Where’s the boldness in the art vision?
There’s two cinematics – intro and launch – and whilst they’re very well-made like always, they don’t really have much oomph to them. At least compared to previous expansion cinematics, I don’t feel that these stand out in any real way.
The legacies animated shorts had 3 chapters, which is less than what we’ve gotten before. They tell a story where even the nerdiest lore geeks struggle to find much meat on the bone, so to speak. And again, as a standalone experience, they really don’t stand out like Daughter of the Sea or Harbringers - Gul’dan.
The in-game cutscenes have improved considerably in quality, especially the facial animations are getting really good at conveying emotion. There aren’t as many as in for example Battle for Azeroth, so it’s perhaps quality over quantity.
Story, lore, and quests
Summary
Tough, but fair, I think.
What do I seek in a story from an expansion called Dragonflight with a launch cinematic filled with dragons? You guessed it, dragons!
But you’re really not getting a whole lot of dragons in Dragonflight.
The Waking Shore is 30% Dragonscale expedition story.
The Ohn’ahran Plains is 90% Centaur story.
The Azure Span is 80% Dragonscale expedition, Kirin Tor, and Tuskarr story.
Thaldraszus is 20% random NPC story.
I am quite dissapointed in that. I feel like between WotLK, Cata, and Dragonflight, then Dragonflight provides the least amount of dragon storyline of the three.
Beyond that, most of the storylines in Dragonflight feel like forgettable fluff. Small isolated storylines about some Tuskarr who’s a painter or a Drakonid who’s a gardener, and you have to help them with their problems, which is meaningless in the grand scheme of things, and not very deep either. There are a few that stand out, like the dragon in the Waking Shore who’s reflecting on his past as he looks over the landscape. But it’s hit and miss with way too many misses.
The main campaign is also not very strong. Three moments stand out. Alexstrasza fighting Raszageth, Kalecgos fighting Raszageth, and Chromie in The Black Empire. Those are the highlights, and they’re no more impressive than those of past expansions, though they are few.
The Dreamer questline with the green dragonflight is probably the best storyline of all in the box product. It’s full of dragons and it showcases the green dragonflight in all its dreaming dragon glory with voiced NPCs, cutscenes, phasing, zone travel, and so forth. There’s no other like it in all of Dragonflight. And that is a major problem.
Tldr conclusion
Summary
It’s a familiar take on a WoW expansion. It’s more WoW for those who already love WoW. And it’s an expansion that focuses on the core gameplay activities with a conservative approach.

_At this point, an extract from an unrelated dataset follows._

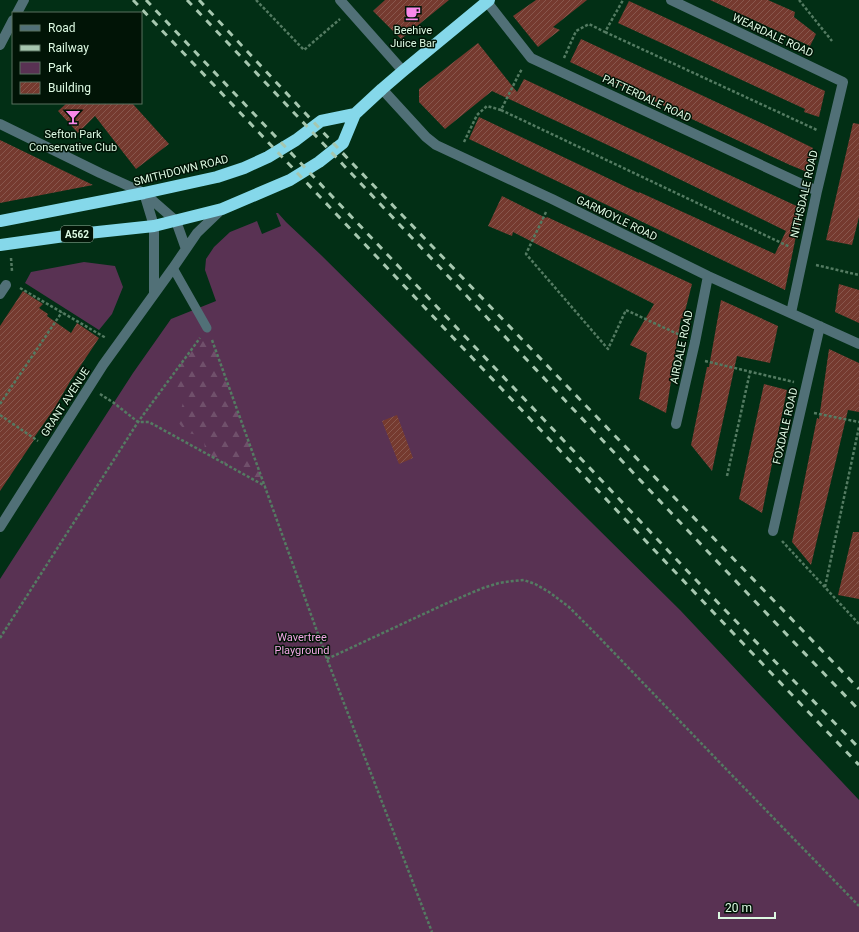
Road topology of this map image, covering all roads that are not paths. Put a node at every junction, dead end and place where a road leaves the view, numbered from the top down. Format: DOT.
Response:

Its greatest achievement is that it does very little very wrong or very controversial.
Its biggest flaw is that it does very little that’s very new or very amazing.
I’ve got ~5 days played on my main character when the core gameplay grind starts to really kick in, which feels similar to past expansions.
There doesn’t seem to be much in the way of a different leveling experience for alts, like other expansions have had. That is both good and bad.
I think existing players will really like Dragonflight, because they don’t have many reasons to be upset about it. Content, if not complacent players.
I think people not playing WoW will struggle to see why this should be the time to join or get back.
And I think people who are getting tired of WoW are not finding this to be a potion of rejuvenation.